Japonların Hiroşima kurbanlarını anmalarıyla bizim Çanakkale şehitlerini anmamız arasında gece ile gündüz kadar fark var.

Tarihimizi hep yenilmezlik üzerine kurduğumuz içindir ki bugün dahi Çanakkale'de gerçekten neler olup bittiğini tam olarak bilmiyoruz. 

Çanakkale ile ilgili yapılan tüm etkinlikler ya bir şölen, ya bir toplu açılış, ya da turistik seyahat havasında geçiyor.

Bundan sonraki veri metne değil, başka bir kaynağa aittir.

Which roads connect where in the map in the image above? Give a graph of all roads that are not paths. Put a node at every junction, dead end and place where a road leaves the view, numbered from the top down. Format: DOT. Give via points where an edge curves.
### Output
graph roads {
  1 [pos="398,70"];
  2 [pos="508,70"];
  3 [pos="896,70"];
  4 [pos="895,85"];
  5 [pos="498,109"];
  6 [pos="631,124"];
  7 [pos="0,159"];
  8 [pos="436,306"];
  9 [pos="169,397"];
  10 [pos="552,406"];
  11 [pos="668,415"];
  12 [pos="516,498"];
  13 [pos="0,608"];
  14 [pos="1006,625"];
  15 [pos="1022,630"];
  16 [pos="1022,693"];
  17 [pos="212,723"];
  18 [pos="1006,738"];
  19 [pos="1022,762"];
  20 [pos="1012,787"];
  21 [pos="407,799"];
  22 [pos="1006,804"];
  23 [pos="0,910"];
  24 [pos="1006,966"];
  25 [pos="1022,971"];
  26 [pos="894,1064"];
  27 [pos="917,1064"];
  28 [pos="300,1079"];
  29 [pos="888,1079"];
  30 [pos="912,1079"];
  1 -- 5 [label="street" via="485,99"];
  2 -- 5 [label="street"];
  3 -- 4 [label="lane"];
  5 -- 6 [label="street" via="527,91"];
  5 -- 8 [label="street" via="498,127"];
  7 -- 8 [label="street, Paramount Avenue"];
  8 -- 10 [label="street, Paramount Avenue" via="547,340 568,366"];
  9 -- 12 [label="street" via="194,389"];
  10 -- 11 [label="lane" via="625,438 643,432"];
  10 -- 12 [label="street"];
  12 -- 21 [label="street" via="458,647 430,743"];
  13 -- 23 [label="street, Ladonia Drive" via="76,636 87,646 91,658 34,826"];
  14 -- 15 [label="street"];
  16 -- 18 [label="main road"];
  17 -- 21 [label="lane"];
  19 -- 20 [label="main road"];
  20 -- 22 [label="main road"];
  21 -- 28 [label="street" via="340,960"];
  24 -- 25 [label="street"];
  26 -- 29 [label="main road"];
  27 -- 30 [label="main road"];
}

Çanakkale ile ilgili yapılan etkinlikleri görenler bizi şehitleri anmaya değil de bir konsere ya da futbol maçına toplu halde gittiğimizi düşünebilir.

Çanakkale şehitlerinden bile ibret almayan bir toplum, şehitler üzerinden ancak birbirini ötekileştirebilir. 

Bu toplumun 100 yıl önce gösterdiği feraset, birlik ve beraberlik ruhu bugün bir ayrışma gerekçesi olarak kullanılıyorsa, bir 100 yıl daha barış, kardeşlik, hep birlikte, el ele yaşama teraneleri üzerine atılmış nutukları, yazılmış şarkıları dinlemeye devam edeceğiz demektir.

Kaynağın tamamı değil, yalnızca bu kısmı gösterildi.